Bounding box coordinate data
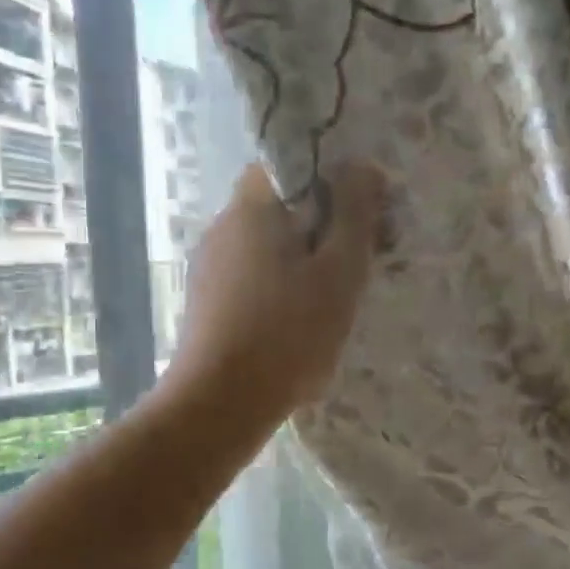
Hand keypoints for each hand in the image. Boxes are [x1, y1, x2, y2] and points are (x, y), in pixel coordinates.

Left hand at [164, 159, 384, 427]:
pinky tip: (299, 323)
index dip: (329, 179)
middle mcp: (223, 228)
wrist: (220, 404)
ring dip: (303, 261)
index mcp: (251, 208)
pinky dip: (280, 287)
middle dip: (322, 226)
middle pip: (280, 207)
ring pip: (268, 245)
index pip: (288, 164)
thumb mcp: (339, 271)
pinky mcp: (207, 303)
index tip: (360, 213)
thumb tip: (362, 166)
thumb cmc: (288, 333)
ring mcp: (210, 267)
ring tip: (334, 299)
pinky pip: (253, 277)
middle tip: (357, 261)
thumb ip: (354, 214)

▶ Task goal
Repeat the data exactly, without the pictures.

▶ Worked solution
Hand keypoints for each hand in the image. Boxes are [x1, y1, x2, y2] and points are (x, y), in pixel coordinates.

Left hand at [164, 159, 384, 427]:
pinky tip: (299, 323)
index dip: (329, 179)
middle mcp: (223, 228)
wrist: (220, 404)
ring dip: (303, 261)
index mcp: (251, 208)
pinky dip: (280, 287)
middle dip: (322, 226)
middle pip: (280, 207)
ring pip: (268, 245)
index pip: (288, 164)
thumb mcp: (339, 271)
pinky mcp: (207, 303)
index tip: (360, 213)
thumb tip: (362, 166)
thumb cmc: (288, 333)
ring mcp: (210, 267)
ring tip: (334, 299)
pinky pip: (253, 277)
middle tip: (357, 261)
thumb ip: (354, 214)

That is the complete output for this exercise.